• Question: If you had a billion pounds how would you spend it?

    Asked by jessica200500 to Alex, Claire, Kate, Marcus, Neil on 16 Jun 2014.
    • Photo: Claire Brockett

      Claire Brockett answered on 16 Jun 2014:


      Wow jessica200500, tough question!
      I’ve made my work mates smile in the past talking about if I won the lottery, as I usually go into detail about all the research I’d be funding with it at Leeds… rather than running off to somewhere hot!
      I think there are still a lot of problems in the world for engineers to solve, and a billion pounds would go a reasonable way to solving some of those.

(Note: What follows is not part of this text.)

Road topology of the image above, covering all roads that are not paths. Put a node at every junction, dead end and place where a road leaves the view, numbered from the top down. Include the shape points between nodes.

So I would spend it on more engineering research to tackle healthcare issues – particularly to help bring equality of care around the world.
      What would you spend it on if you could?

    • Photo: Alex Lyness

      Alex Lyness answered on 16 Jun 2014:


      Hey jessica200500,

      That one is easy, if you were to give me £1bn I would dedicate my life to… building an Iron Man suit 😀

      Sounds crazy? But wait there is method in my madness as during all of the high-tech research and development of an Iron Man suit there would be loads of life-saving/altering technology that would filter down into peoples everyday lives.

      That’s why initiatives from companies such as NASA (in the US) and CERN (in Europe) are incredibly important. They work on really complex and seemingly impossible problems (can we go to the moon or Mars? what are atoms made from?). It’s only when so much resource is ploughed into solving these problems do other really useful things get invented too, such as water filters, memory foam, insulin pumps and even the Internet!

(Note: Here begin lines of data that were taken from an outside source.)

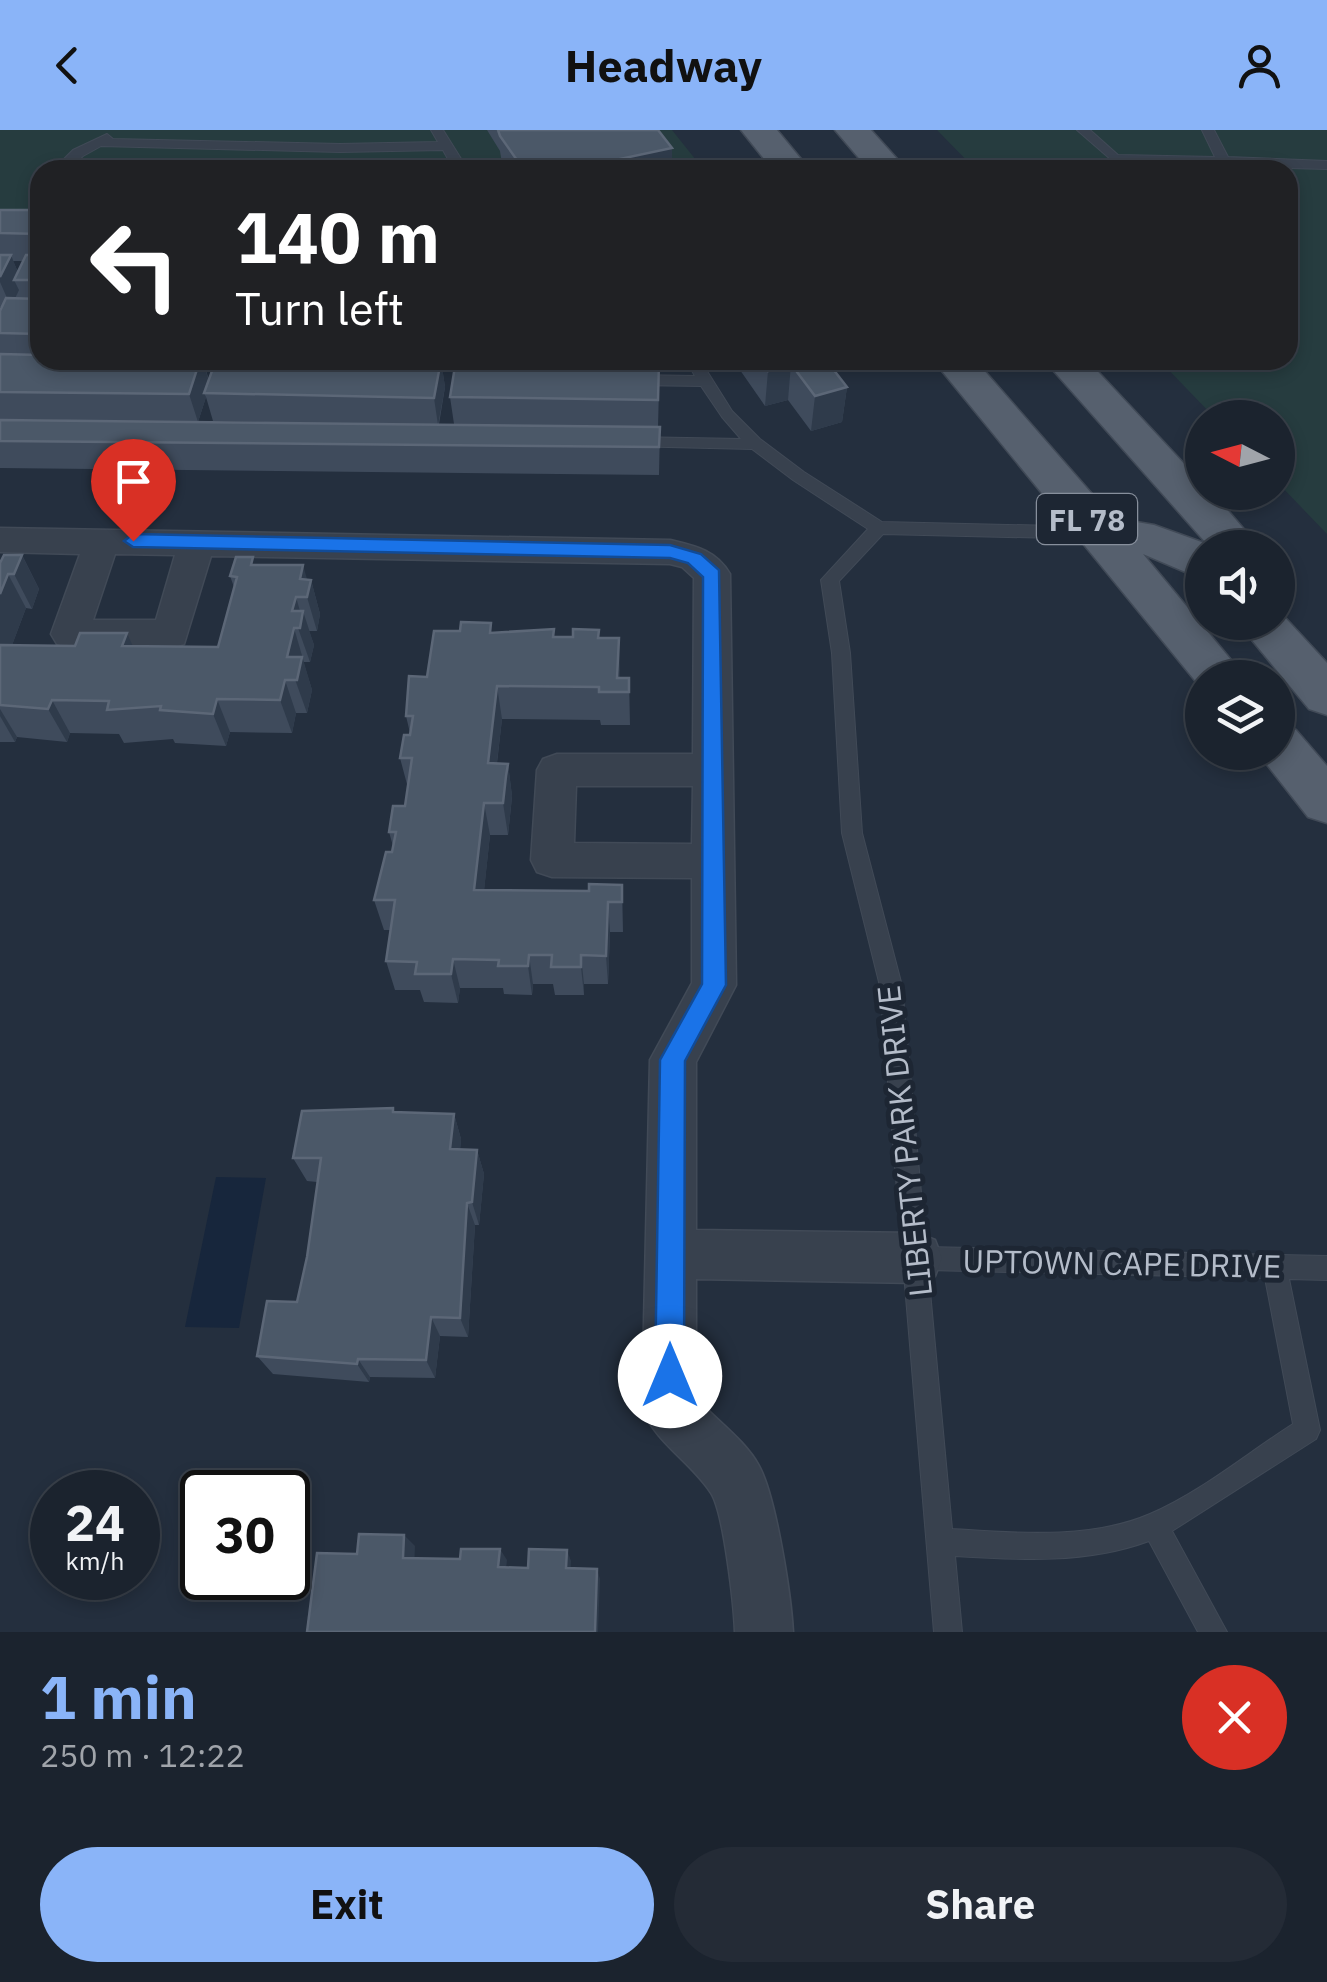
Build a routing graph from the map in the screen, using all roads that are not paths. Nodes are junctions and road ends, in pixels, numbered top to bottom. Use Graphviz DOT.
graph roads {
  1 [pos="122,130"];
  2 [pos="438,130"];
  3 [pos="758,130"];
  4 [pos="852,130"];
  5 [pos="1083,130"];
  6 [pos="1208,130"];
  7 [pos="99,142"];
  8 [pos="449,146"];
  9 [pos="71,160"];
  10 [pos="456,160"];
  11 [pos="784,160"];
  12 [pos="880,160"];
  13 [pos="1169,160"];
  14 [pos="1223,160"];
  15 [pos="1298,164"];
  16 [pos="1327,165"];
  17 [pos="699,370"];
  18 [pos="961,370"];
  19 [pos="1073,370"];
  20 [pos="608,380"];
  21 [pos="706,382"];
  22 [pos="604,442"];
  23 [pos="760,444"];
  24 [pos="879,528"];
  25 [pos="1220,530"];
  26 [pos="1100,533"];
  27 [pos="0,540"];
  28 [pos="102,540"];
  29 [pos="197,542"];
  30 [pos="1185,551"];
  31 [pos="1295,611"];
  32 [pos="1277,640"];
  33 [pos="1327,646"];
  34 [pos="1207,660"];
  35 [pos="1327,696"];
  36 [pos="1295,764"];
  37 [pos="715,770"];
  38 [pos="1327,802"];
  39 [pos="716,861"];
  40 [pos="668,1254"];
  41 [pos="918,1258"];
  42 [pos="1275,1266"];
  43 [pos="1327,1268"];
  44 [pos="1317,1424"];
  45 [pos="1155,1526"];
  46 [pos="942,1542"];
  47 [pos="764,1632"];
  48 [pos="948,1632"];
  49 [pos="1213,1632"];
  1 -- 7 [label="lane"];
  2 -- 8 [label="lane"];
  3 -- 11 [label="main road"];
  4 -- 12 [label="main road"];
  5 -- 13 [label="lane"];
  6 -- 14 [label="lane"];
  7 -- 8 [label="lane"];
  7 -- 9 [label="lane"];
  8 -- 10 [label="lane"];
  15 -- 16 [label="lane"];
  17 -- 21 [label="lane"];
  18 -- 26 [label="main road, FL 78"];
  19 -- 25 [label="main road, FL 78"];
  20 -- 21 [label="lane"];
  21 -- 23 [label="lane"];
  22 -- 23 [label="lane"];
  23 -- 24 [label="lane"];
  24 -- 26 [label="lane"];
  24 -- 41 [label="lane, LIBERTY PARK DRIVE"];
  26 -- 30 [label="main road"];
  26 -- 34 [label="main road, FL 78"];
  27 -- 28 [label="street"];
  28 -- 29 [label="street"];
  28 -- 29 [label="street"];
  29 -- 37 [label="street"];
  31 -- 33 [label="main road"];
  32 -- 35 [label="main road"];
  36 -- 38 [label="main road"];
  37 -- 39 [label="street"];
  37 -- 39 [label="street"];
  39 -- 40 [label="street"];
  40 -- 41 [label="street"];
  40 -- 47 [label="street"];
  41 -- 42 [label="lane, UPTOWN CAPE DRIVE"];
  41 -- 46 [label="lane, LIBERTY PARK DRIVE"];
  42 -- 43 [label="lane, UPTOWN CAPE DRIVE"];
  42 -- 44 [label="lane"];
  44 -- 45 [label="lane"];
  45 -- 46 [label="lane"];
  45 -- 49 [label="lane"];
  46 -- 48 [label="lane, LIBERTY PARK DRIVE"];
}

      In building an Iron Man suit I think the software and robotics involved would be able to help people who are paralysed to walk again or help firefighters lift really heavy objects in dangerous environments.

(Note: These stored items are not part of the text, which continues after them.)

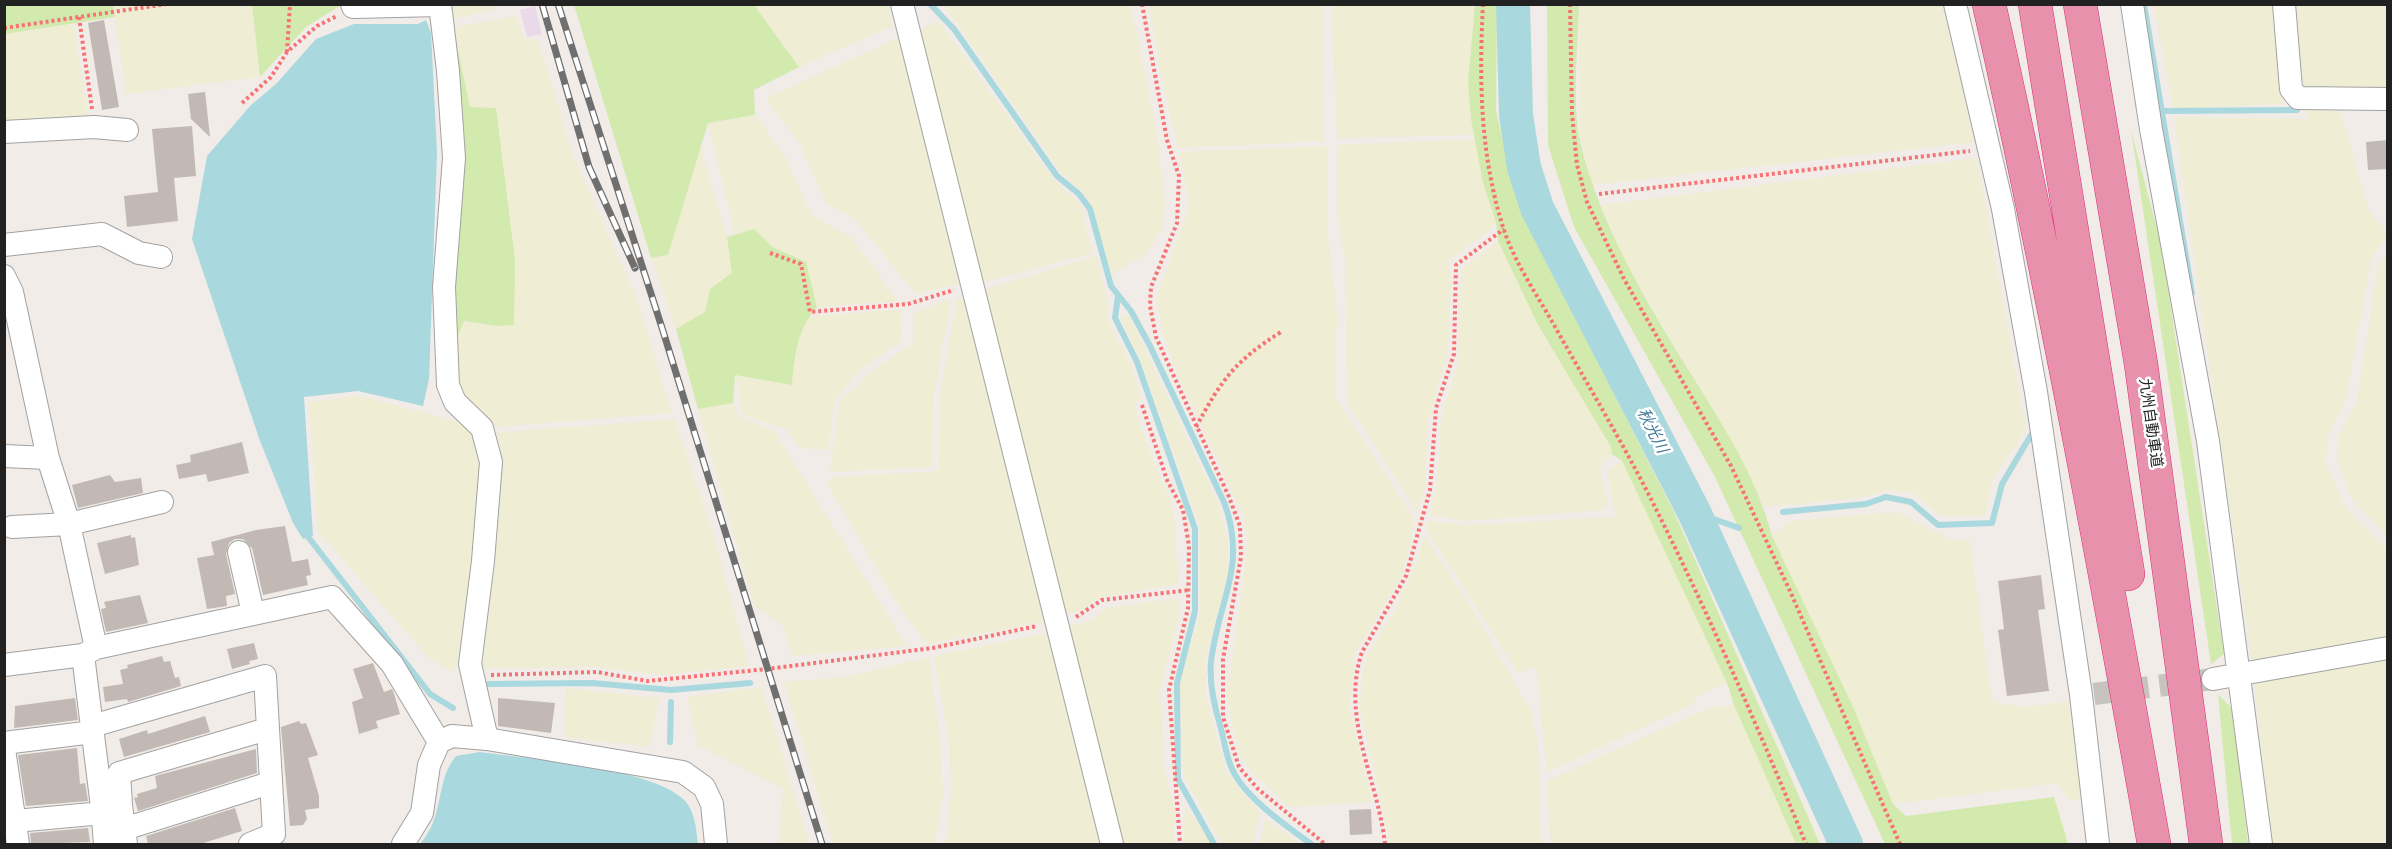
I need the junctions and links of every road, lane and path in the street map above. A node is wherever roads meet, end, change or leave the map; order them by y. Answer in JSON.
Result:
{"nodes":[{"id":1,"x":167,"y":4,"type":"edge"},
{"id":2,"x":290,"y":4,"type":"edge"},
{"id":3,"x":902,"y":4,"type":"edge"},
{"id":4,"x":1142,"y":4,"type":"edge"},
{"id":5,"x":1484,"y":4,"type":"edge"},
{"id":6,"x":1570,"y":4,"type":"edge"},
{"id":7,"x":1955,"y":4,"type":"edge"},
{"id":8,"x":1989,"y":4,"type":"edge"},
{"id":9,"x":2035,"y":4,"type":"edge"},
{"id":10,"x":2080,"y":4,"type":"edge"},
{"id":11,"x":2132,"y":4,"type":"edge"},
{"id":12,"x":2284,"y":4,"type":"edge"},
{"id":13,"x":440,"y":5,"type":"edge"},
{"id":14,"x":352,"y":6,"type":"edge"},
{"id":15,"x":79,"y":17,"type":"junction"},
{"id":16,"x":4,"y":28,"type":"edge"},
{"id":17,"x":287,"y":52,"type":"junction"},
{"id":18,"x":2388,"y":99,"type":"edge"},
{"id":19,"x":242,"y":103,"type":"dead end"},
{"id":20,"x":94,"y":127,"type":"junction"},
{"id":21,"x":127,"y":130,"type":"dead end"},
{"id":22,"x":4,"y":132,"type":"edge"},
{"id":23,"x":1989,"y":149,"type":"junction"},
{"id":24,"x":1599,"y":194,"type":"dead end"},
{"id":25,"x":1504,"y":229,"type":"junction"},
{"id":26,"x":4,"y":245,"type":"edge"},
{"id":27,"x":770,"y":253,"type":"dead end"},
{"id":28,"x":160,"y":257,"type":"dead end"},
{"id":29,"x":4,"y":276,"type":"edge"},
{"id":30,"x":971,"y":285,"type":"junction"},
{"id":31,"x":1281,"y":332,"type":"dead end"},
{"id":32,"x":1142,"y":405,"type":"dead end"},
{"id":33,"x":1196,"y":427,"type":"junction"},
{"id":34,"x":4,"y":456,"type":"edge"},
{"id":35,"x":48,"y":458,"type":"junction"},
{"id":36,"x":162,"y":502,"type":"dead end"},
{"id":37,"x":69,"y":524,"type":"junction"},
{"id":38,"x":12,"y":527,"type":"dead end"},
{"id":39,"x":239,"y":552,"type":"dead end"},
{"id":40,"x":1190,"y":590,"type":"junction"},
{"id":41,"x":253,"y":613,"type":"junction"},
{"id":42,"x":1056,"y":622,"type":"junction"},
{"id":43,"x":2388,"y":648,"type":"edge"},
{"id":44,"x":89,"y":652,"type":"junction"},
{"id":45,"x":4,"y":665,"type":"edge"},
{"id":46,"x":2240,"y":675,"type":"junction"},
{"id":47,"x":472,"y":676,"type":"junction"},
{"id":48,"x":2213,"y":679,"type":"tunnel mouth"},
{"id":49,"x":92,"y":729,"type":"junction"},
{"id":50,"x":267,"y":729,"type":"junction"},
{"id":51,"x":487,"y":739,"type":"junction"},
{"id":52,"x":439,"y":742,"type":"junction"},
{"id":53,"x":4,"y":743,"type":"edge"},
{"id":54,"x":4,"y":750,"type":"edge"},
{"id":55,"x":270,"y":783,"type":"junction"},
{"id":56,"x":109,"y":808,"type":"junction"},
{"id":57,"x":15,"y":821,"type":"junction"},
{"id":58,"x":125,"y":837,"type":"edge"},
{"id":59,"x":18,"y":844,"type":"edge"},
{"id":60,"x":105,"y":844,"type":"edge"},
{"id":61,"x":250,"y":844,"type":"edge"},
{"id":62,"x":403,"y":844,"type":"edge"},
{"id":63,"x":716,"y":844,"type":"edge"},
{"id":64,"x":1112,"y":844,"type":"edge"},
{"id":65,"x":1180,"y":844,"type":"edge"},
{"id":66,"x":1325,"y":844,"type":"edge"},
{"id":67,"x":1385,"y":844,"type":"edge"},
{"id":68,"x":1806,"y":844,"type":"edge"},
{"id":69,"x":1900,"y":844,"type":"edge"},
{"id":70,"x":2098,"y":844,"type":"edge"},
{"id":71,"x":2155,"y":844,"type":"edge"},
{"id":72,"x":2206,"y":844,"type":"edge"},
{"id":73,"x":2261,"y":844,"type":"edge"}],
"edges":[{"from":1,"to":15,"type":"path"},
{"from":2,"to":17,"type":"path"},
{"from":3,"to":30,"type":"street"},
{"from":4,"to":33,"type":"path"},
{"from":5,"to":25,"type":"path"},
{"from":6,"to":69,"type":"path"},
{"from":7,"to":23,"type":"street"},
{"from":8,"to":71,"type":"highway"},
{"from":9,"to":71,"type":"highway"},
{"from":10,"to":72,"type":"highway","name":"九州自動車道"},
{"from":11,"to":46,"type":"street"},
{"from":12,"to":18,"type":"street"},
{"from":13,"to":14,"type":"street"},
{"from":13,"to":47,"type":"street"},
{"from":14,"to":17,"type":"path"},
{"from":15,"to":16,"type":"path"},
{"from":15,"to":20,"type":"path"},
{"from":17,"to":19,"type":"path"},
{"from":20,"to":21,"type":"street"},
{"from":20,"to":22,"type":"street"},
{"from":23,"to":24,"type":"path"},
{"from":23,"to":70,"type":"street"},
{"from":25,"to":67,"type":"path"},
{"from":25,"to":68,"type":"path"},
{"from":26,"to":28,"type":"street"},
{"from":27,"to":30,"type":"path"},
{"from":29,"to":35,"type":"street"},
{"from":30,"to":42,"type":"street"},
{"from":31,"to":33,"type":"path"},
{"from":32,"to":40,"type":"path"},
{"from":33,"to":66,"type":"path"},
{"from":34,"to":35,"type":"street"},
{"from":35,"to":37,"type":"street"},
{"from":36,"to":37,"type":"street"},
{"from":37,"to":38,"type":"street"},
{"from":37,"to":44,"type":"street"},
{"from":39,"to":41,"type":"street"},
{"from":40,"to":42,"type":"path"},
{"from":40,"to":65,"type":"path"},
{"from":41,"to":44,"type":"street"},
{"from":41,"to":52,"type":"street"},
{"from":42,"to":47,"type":"path"},
{"from":42,"to":64,"type":"street"},
{"from":43,"to":46,"type":"street"},
{"from":44,"to":45,"type":"street"},
{"from":44,"to":49,"type":"street"},
{"from":46,"to":48,"type":"street"},
{"from":46,"to":73,"type":"street"},
{"from":47,"to":51,"type":"street"},
{"from":49,"to":50,"type":"street"},
{"from":49,"to":53,"type":"street"},
{"from":49,"to":56,"type":"street"},
{"from":50,"to":55,"type":"street"},
{"from":50,"to":56,"type":"street"},
{"from":51,"to":52,"type":"street"},
{"from":51,"to":63,"type":"street"},
{"from":52,"to":62,"type":"street"},
{"from":54,"to":57,"type":"street"},
{"from":55,"to":58,"type":"street"},
{"from":55,"to":61,"type":"street"},
{"from":56,"to":57,"type":"street"},
{"from":56,"to":58,"type":"street"},
{"from":56,"to":60,"type":"street"},
{"from":57,"to":59,"type":"street"}]}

      What do you reckon? Are you ready to suit up too?

      Please let me know when you get hold of £1bn and I’ll send you my bank details! 🙂

    • Photo: Kate Niehaus

      Kate Niehaus answered on 16 Jun 2014:


      1. I would buy my parents a beach house – they have done a lot for me!
      2. I would buy myself a beach house 🙂
      3. With the rest, I would set-up an endowment to fund yearly grants for well-researched and sustainable healthcare projects in both the US/UK (where I am from and where I live currently) and around the world.

    • Photo: Marcus Johns

      Marcus Johns answered on 17 Jun 2014:


      Hmmmmmm, lets see:

      1. Pay off student loans, £35,000 down.

      2. Make the Bay of Kyparissia a marine park, set up a fund to ensure it’s protection for the turtles and unique sand dunes, and make a donation to Archelon, £50 million or so?

      3. Still have £950 million… Let’s set aside £10 million for my future – can’t do anything if I’m not around to spend it!

      4. Hang on, is this all tax free? If it’s not, I’m down to about £440 million! I’m not going to evade my taxes. I’ll assume it is tax free for now

      5. I think I would invest in creating a research centre aimed at solving a whole series of problems that face humanity. The focus would be on an interdisciplinary set-up with humanities, sciences and engineering working together rather than following the current fragmented system that universities are based on. A good start would be to come up with solutions to the World Health Development Goals: http://www.who.int/topics/millennium_development_goals/en/
      The other option would be to set up a prize fund, such as the XPRIZE, http://www.xprize.org/ , or the Longitude Prize, http://www.longitudeprize.org/
      This way a huge number of people could benefit from the money, not just the researchers but also the general public that would gain from the technologies developed

    • Photo: Neil Dhir

      Neil Dhir answered on 18 Jun 2014:


      See I think that with £1bn we could make some serious progress done into fusion. As a species we need to figure out how to make energy that is not so dirty as it is now, and which has punch-bowl power such that it can power our spaceships and the like.

      But spaceships aside, there is a lot of money being spent on fusion already, and an experimental facility is currently being built in France (FYI we already have a smaller one outside of Oxford). But it is all taking so much time, and if we could just move it a long a bit faster, we can probably inspire a lot of more people to take up the cause too.

      And of course there is always Iron Man. It is no coincidence that Iron Man uses fusion technology to power his exoskeleton armour. What is completely unrealistic however is that he built it in a cave in Afghanistan. Apart from that, if Iron Man uses fusion technology then that surely must be enough evidence for everyone else, to realise that this is a worthwhile technology to invest in!